The choice of the approach differed from one dataset to another, and was guided by the level of detail in the point cloud for a given acquisition configuration (Figure 3). Method #2 and method #3 are more restrictive than method #1, as the tree stems need to be recorded in the 3D point cloud for these methods to work. As such, method #2 and method #3 were only assessed on the ULS-V-Pcloud data. ULS-V-Pcloud data was processed with each method (Figure 5): (i) to compare the accuracy of DBH predicted from a point cloud-based ITD and a raster-based ITD (method #1 vs. method #2); and (ii) to compare the accuracy of DBH predicted against DBH fitted with cylinders from the same ULS-V-Pcloud trees (method #2 vs. method #3). The idea behind method #2 is that in some cases, there might be sufficient numbers of points on the stems to allow a bottom-up ITD, but not enough points to perform an accurate cylinder-fitting procedure. The latter deficiency prevents the use of the cylinder-fitting approach, but allows DBH to be predicted through the use of allometric relationships (for example, see [49]).

Predicted DBH (hereafter, referred to as DBH_pred) from ALS-Raster, ULS-R-Raster, ULS-V-Raster, and ULS-V-Pcloud trees was estimated using the model that was proposed by [28], and which was developed for the angiosperm forest type (Nearctic realm). This allometric model was adapted to local conditions using the TLS data. To do so, we performed a gradient descent analysis using Ht, CD, and DBH from the TLS reference trees to refine the model coefficients of the original equation from [28], which resulted in:

(1)${\mathrm{DBH}}_{pred}=\exp \left[-0.625+0.84ln\left(Ht\times CD\right)\right]+\exp \left({\sigma }^2/2\right),$

Fitted DBH (hereafter, referred to as DBH_fit) from ULS-V-Pcloud trees was estimated using the cylinder-fitting algorithm that is available in Computree [34,78,88,108]. The algorithm (Figure 10) proceeds in five main steps: (i) extraction of a stem slice (Figure 10A); (ii) clustering of the stem slice into horizontal clusters (20 cm widths, Figure 10B); (iii) aggregation of clusters into logs, based on their relative vertical and horizontal positions (Figure 10C); (iv) fitting cylinders (50 cm height [109]) onto the log using nonlinear least-squares estimation (Figure 10D); and (v) interpolation of tree DBH from the cylinders around 1.3 m above the ground surface (Figure 10E). Stem location was considered to be the center of the computed DBH_fit. A cylinder-fitting procedure, which was similar to the one used for DBH_fit, was applied to estimate TLS DBH (hereafter, referred to as DBH_TLS), but parameters were adapted to the higher point density of the TLS point cloud.

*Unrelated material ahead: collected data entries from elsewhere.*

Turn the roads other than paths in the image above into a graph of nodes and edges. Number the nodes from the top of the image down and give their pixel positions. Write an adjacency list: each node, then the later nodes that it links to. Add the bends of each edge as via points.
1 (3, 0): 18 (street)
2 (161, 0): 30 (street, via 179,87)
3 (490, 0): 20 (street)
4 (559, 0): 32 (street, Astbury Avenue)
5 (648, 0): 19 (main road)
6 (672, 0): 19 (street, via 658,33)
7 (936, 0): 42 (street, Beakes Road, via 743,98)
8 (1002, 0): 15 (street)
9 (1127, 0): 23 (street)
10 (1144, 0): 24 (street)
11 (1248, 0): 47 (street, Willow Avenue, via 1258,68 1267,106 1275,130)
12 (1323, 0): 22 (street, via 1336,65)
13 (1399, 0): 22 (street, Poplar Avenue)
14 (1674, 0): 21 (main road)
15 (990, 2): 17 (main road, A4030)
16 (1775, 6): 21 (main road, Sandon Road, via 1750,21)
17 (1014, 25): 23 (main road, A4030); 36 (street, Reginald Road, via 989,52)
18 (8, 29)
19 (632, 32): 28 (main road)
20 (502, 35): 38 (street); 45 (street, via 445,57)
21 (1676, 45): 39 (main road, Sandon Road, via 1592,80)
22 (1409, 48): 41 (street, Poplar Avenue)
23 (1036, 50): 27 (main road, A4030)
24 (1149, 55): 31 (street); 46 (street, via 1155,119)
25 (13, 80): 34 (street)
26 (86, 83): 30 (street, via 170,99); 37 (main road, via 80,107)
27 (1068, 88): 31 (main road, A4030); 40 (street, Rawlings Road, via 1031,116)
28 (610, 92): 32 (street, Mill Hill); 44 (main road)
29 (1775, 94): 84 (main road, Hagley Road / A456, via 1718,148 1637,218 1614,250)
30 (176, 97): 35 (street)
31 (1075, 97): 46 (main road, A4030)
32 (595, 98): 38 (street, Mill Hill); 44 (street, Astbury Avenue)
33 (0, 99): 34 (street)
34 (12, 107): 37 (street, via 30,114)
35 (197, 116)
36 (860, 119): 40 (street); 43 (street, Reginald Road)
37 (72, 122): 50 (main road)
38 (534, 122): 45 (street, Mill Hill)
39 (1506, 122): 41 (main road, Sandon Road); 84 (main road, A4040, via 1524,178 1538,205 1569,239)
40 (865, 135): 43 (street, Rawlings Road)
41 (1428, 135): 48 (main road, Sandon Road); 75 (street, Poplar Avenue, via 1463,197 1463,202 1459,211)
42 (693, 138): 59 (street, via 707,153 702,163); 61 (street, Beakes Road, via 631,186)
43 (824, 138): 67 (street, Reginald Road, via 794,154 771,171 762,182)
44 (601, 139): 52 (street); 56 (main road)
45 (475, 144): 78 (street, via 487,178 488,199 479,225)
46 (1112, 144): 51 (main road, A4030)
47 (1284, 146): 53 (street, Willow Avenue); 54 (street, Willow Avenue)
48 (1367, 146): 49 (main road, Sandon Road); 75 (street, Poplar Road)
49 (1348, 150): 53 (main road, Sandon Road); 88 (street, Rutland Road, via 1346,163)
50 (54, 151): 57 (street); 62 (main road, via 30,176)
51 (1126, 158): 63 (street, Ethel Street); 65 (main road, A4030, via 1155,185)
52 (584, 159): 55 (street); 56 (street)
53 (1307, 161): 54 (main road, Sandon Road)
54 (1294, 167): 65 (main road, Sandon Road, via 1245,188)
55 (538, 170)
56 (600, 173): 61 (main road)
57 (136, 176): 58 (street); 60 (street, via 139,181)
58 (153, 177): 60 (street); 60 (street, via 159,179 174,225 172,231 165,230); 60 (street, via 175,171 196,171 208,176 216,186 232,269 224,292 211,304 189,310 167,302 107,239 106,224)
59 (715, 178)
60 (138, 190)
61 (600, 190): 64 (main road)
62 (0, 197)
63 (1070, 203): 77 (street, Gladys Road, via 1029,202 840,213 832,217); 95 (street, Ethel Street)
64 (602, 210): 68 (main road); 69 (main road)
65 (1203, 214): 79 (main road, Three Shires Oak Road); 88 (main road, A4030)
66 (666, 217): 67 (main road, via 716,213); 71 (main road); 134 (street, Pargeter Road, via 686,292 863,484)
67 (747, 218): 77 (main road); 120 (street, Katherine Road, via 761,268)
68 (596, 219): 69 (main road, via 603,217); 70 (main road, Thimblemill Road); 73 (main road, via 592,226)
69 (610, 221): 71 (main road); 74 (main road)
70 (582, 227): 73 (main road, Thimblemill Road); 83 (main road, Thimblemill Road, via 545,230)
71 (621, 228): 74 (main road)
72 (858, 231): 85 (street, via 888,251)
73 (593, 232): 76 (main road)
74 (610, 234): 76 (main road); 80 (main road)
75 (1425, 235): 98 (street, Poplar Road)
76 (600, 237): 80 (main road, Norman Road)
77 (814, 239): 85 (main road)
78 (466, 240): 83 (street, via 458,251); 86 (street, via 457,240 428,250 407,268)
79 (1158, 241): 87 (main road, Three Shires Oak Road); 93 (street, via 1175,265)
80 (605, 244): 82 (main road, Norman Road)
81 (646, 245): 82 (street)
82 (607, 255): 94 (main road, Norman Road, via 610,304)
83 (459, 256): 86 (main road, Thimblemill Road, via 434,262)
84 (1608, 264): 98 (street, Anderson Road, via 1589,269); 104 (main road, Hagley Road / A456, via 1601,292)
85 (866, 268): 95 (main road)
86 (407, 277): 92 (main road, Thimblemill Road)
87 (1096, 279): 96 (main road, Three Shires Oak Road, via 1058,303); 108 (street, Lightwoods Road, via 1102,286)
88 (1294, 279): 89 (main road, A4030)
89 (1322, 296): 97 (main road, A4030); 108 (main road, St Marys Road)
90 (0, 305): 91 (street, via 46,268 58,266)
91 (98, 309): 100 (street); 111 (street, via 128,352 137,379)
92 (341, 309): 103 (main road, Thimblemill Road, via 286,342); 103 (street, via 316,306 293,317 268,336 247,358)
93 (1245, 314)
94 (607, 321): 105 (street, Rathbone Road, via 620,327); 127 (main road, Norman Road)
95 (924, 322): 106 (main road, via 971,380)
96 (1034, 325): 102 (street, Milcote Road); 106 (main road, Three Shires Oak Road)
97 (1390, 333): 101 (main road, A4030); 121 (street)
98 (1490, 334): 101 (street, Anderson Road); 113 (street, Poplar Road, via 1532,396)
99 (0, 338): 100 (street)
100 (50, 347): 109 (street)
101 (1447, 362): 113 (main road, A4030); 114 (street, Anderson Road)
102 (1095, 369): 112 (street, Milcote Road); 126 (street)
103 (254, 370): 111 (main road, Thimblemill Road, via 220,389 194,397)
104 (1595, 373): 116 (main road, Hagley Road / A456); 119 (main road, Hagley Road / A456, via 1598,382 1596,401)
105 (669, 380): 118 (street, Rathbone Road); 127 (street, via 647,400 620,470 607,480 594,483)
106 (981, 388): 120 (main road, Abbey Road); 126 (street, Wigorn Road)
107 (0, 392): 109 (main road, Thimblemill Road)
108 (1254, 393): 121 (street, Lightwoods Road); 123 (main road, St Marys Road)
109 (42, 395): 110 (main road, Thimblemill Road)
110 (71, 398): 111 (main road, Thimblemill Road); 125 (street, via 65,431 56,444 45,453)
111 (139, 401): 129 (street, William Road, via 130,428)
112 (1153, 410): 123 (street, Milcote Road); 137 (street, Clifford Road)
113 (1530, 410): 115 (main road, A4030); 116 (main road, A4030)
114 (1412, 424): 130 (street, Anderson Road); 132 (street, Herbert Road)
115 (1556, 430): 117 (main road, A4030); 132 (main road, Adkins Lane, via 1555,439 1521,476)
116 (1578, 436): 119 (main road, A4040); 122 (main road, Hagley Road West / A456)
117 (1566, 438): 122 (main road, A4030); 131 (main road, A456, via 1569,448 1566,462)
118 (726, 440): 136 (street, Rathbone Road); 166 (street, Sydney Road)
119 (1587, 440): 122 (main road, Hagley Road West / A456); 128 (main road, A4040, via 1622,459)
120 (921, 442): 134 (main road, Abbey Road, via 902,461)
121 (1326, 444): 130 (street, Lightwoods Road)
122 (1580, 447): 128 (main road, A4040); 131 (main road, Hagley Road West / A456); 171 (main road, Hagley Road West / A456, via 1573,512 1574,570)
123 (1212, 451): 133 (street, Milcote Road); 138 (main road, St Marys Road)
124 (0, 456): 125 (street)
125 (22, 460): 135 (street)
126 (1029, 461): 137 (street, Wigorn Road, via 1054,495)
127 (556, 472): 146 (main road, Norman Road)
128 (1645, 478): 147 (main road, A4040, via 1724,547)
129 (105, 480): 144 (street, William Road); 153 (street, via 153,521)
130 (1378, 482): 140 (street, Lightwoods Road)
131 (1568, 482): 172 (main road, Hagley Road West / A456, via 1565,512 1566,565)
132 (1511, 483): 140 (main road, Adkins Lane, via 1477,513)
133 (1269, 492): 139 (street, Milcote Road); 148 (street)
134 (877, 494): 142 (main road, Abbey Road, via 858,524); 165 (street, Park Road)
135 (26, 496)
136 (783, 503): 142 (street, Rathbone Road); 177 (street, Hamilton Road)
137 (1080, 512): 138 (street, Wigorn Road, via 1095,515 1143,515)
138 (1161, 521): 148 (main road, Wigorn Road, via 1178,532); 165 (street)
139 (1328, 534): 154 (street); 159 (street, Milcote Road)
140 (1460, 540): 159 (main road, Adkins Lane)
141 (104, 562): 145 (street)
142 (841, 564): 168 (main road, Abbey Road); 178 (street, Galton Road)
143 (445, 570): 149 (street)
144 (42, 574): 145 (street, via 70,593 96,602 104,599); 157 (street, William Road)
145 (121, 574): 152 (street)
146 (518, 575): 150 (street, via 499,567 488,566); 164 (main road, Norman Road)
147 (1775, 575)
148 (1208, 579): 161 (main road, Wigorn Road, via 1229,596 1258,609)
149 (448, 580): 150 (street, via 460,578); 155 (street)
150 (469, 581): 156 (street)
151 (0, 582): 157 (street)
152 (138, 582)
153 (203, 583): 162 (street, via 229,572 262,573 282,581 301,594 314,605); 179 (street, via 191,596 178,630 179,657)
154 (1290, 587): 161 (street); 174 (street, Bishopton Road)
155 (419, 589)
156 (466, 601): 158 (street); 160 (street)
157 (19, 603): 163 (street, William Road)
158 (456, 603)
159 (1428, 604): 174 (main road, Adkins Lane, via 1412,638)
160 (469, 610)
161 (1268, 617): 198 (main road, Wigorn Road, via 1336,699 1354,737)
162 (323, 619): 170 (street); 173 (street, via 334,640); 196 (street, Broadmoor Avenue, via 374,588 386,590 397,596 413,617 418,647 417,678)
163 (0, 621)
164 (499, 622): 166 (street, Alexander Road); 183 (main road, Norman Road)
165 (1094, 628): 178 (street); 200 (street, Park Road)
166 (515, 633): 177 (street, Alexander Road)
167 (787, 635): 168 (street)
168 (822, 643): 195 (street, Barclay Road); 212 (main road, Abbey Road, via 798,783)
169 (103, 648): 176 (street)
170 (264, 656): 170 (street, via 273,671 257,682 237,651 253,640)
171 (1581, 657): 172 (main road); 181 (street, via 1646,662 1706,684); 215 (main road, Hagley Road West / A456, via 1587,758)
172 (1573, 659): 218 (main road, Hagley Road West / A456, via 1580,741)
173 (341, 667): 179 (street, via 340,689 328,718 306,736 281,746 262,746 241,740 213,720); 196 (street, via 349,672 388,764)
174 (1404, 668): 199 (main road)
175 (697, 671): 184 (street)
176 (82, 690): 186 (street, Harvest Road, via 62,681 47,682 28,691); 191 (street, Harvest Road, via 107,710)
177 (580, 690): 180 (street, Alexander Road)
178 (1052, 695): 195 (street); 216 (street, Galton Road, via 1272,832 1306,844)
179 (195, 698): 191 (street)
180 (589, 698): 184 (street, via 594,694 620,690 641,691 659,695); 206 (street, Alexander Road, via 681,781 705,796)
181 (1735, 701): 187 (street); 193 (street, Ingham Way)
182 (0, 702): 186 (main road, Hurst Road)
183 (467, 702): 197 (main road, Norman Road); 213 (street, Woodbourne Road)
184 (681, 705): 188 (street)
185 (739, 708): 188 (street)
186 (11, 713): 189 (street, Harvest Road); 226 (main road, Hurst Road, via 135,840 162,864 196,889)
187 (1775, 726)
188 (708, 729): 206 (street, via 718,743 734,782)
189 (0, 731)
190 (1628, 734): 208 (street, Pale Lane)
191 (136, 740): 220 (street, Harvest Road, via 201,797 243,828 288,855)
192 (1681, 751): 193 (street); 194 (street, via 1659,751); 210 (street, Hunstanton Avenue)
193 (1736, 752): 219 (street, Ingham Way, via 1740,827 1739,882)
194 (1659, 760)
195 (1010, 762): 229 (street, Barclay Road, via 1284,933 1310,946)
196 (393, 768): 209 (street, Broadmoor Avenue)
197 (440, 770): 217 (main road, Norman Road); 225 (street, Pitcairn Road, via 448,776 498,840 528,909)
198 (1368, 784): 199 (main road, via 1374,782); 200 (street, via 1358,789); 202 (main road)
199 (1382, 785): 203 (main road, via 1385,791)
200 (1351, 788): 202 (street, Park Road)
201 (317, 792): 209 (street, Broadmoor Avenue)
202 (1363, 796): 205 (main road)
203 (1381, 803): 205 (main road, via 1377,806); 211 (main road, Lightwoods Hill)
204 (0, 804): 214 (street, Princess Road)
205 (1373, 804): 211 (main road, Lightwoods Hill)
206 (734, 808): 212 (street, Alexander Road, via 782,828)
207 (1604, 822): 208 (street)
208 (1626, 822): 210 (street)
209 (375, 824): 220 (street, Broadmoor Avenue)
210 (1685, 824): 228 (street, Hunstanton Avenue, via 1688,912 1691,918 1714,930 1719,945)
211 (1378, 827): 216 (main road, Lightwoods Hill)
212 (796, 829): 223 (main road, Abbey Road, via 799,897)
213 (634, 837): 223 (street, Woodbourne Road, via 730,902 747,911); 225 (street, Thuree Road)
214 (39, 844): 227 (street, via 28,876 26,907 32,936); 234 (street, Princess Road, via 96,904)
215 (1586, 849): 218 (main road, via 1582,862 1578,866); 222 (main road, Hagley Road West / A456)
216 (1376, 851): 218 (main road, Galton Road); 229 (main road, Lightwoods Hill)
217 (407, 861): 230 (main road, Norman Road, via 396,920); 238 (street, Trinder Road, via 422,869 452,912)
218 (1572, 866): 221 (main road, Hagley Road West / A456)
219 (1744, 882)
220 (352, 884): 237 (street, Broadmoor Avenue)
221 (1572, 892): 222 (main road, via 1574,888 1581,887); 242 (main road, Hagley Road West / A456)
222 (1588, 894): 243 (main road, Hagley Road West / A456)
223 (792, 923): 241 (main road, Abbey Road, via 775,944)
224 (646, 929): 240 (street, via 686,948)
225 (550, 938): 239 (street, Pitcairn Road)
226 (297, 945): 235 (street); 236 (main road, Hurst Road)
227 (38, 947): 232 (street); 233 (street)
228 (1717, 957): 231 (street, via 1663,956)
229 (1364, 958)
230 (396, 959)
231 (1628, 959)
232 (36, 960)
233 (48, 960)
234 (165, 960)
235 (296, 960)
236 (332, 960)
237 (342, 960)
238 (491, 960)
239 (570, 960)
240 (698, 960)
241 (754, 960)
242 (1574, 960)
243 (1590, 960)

3.6. Stand-Level Inventory Attribute Estimation

Tree count, BA, and DBH-distribution were respectively estimated, as follows:

(2)$Tree Count={{\displaystyle \sum }}_{i=1}^n\left(tre{e}_i\right),$

(3)$BA={{\displaystyle \sum }}_{i=1}^n\left(\frac{{({\mathrm{DBH}}_{pred/fi{t}_i})}^2\times \pi }{\mathrm{40,000}}\right),$

(4)$\mathrm{DBH}-distribution=\frac{{{\displaystyle \sum }}_{i=1}^n\left({\mathrm{DBH}}_{pred/fi{t}_i}\right)}{5 \mathrm{cm} class},$

3.7. Evaluation Methods

3.7.1. ITD Performance

Tree detection performance was evaluated through two distinct assessment analyses. First, ITD performance was assessed at the stand-level by comparing the number of trees that were detected (hereafter, referred to as ${\mathrm{Ntrees}}_{\det }$) from ALS-Raster, ULS-R-Raster, ULS-V-Raster, and ULS-V-Pcloud (Section 3.4) to the total number of field-measured trees (N = 477). The tree crown polygons that overlapped the boundary of the stand were counted when their local maxima were located inside the stand.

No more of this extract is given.